*** Supplied data ***

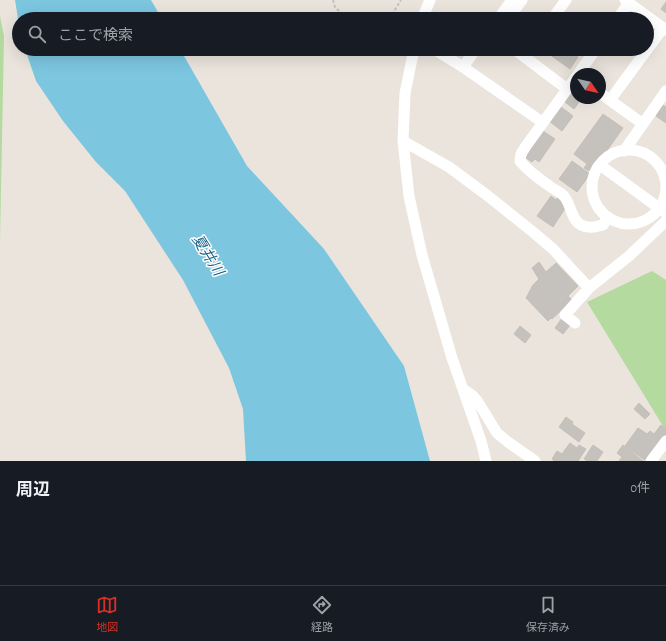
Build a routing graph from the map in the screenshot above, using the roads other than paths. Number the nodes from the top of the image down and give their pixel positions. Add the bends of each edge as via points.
1 (430, 0) edge
2 (512, 0) edge
3 (522, 0) edge
4 (566, 0) edge
5 (627, 2) edge
6 (425, 12) edge
7 (503, 12) edge
8 (513, 12) edge
9 (557, 12) edge
10 (621, 12) edge
11 (641, 12) edge
12 (654, 21) edge
13 (665, 29) edge
14 (654, 43) edge
15 (413, 56) edge
16 (445, 56) edge
17 (471, 56) edge
18 (530, 56) edge
19 (591, 56) edge
20 (644, 56) edge
21 (463, 67) junction
22 (582, 68) edge
23 (570, 85) edge
24 (567, 89) junction
25 (666, 91) edge
26 (606, 97) edge
27 (610, 100) junction
28 (542, 122) junction
29 (643, 124) junction
30 (403, 141) junction
31 (624, 151) junction
32 (600, 165) junction
33 (666, 179) edge
34 (663, 211) edge
35 (608, 218) junction
36 (666, 221) edge
37 (589, 288) junction
38 (575, 323) dead end
39 (462, 388) junction
40 (666, 441) edge
41 (486, 461) edge
42 (535, 461) edge
43 (651, 461) edge

1 - 6 street
2 - 7 street
3 - 8 street
4 - 9 street
5 - 10 street
5 - 11 street
12 - 13 street
13 - 14 street
15 - 30 street via 405,93
16 - 21 street
17 - 21 street
18 - 24 street
19 - 22 street
20 - 27 street
21 - 28 street
23 - 24 street
24 - 28 street
25 - 29 street
26 - 27 street
27 - 29 street
28 - 35 street via 521,154 520,161 536,178 563,195 580,225 588,228 603,225
29 - 31 street
30 - 37 street via 449,167 488,196 553,249
30 - 39 street via 409,196 422,255
31 - 32 street via 606,158
31 - 33 street via 646,154 654,160
32 - 34 street
32 - 35 street via 592,187 599,209
33 - 34 street
34 - 35 street via 636,224 621,223
36 - 37 street via 629,256
37 - 38 street via 565,315
39 - 41 street
39 - 42 street via 478,402 497,433
40 - 43 street

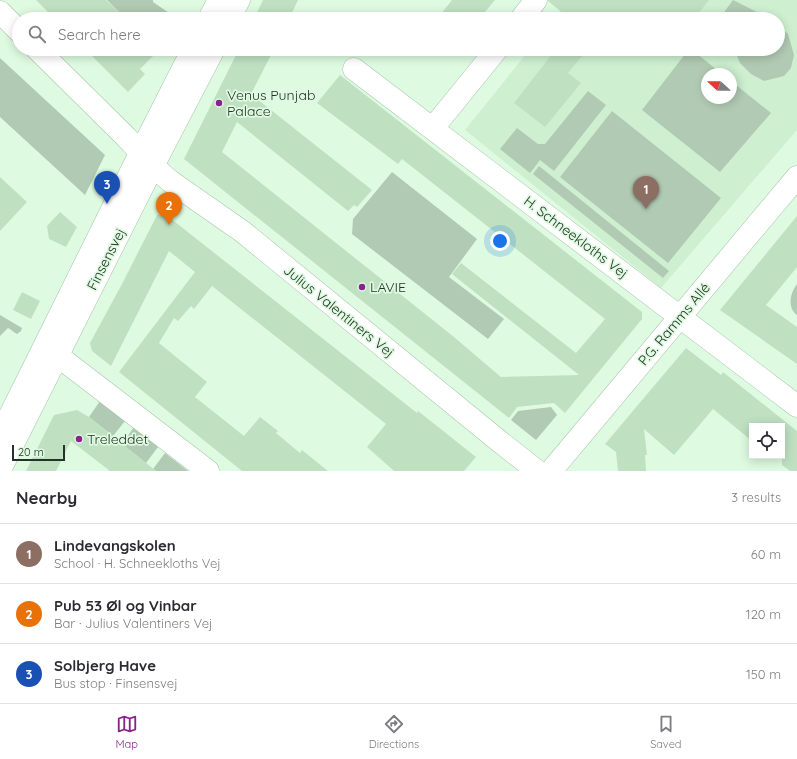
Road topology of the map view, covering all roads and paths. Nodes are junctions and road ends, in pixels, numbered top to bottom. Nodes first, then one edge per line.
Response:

***

Your answer should consist only of the lines from the one with "Road topology of" through the end of the data above, reproduced exactly.

- Result of this task
Road topology of the map view, covering all roads and paths. Nodes are junctions and road ends, in pixels, numbered top to bottom. Nodes first, then one edge per line.
Response:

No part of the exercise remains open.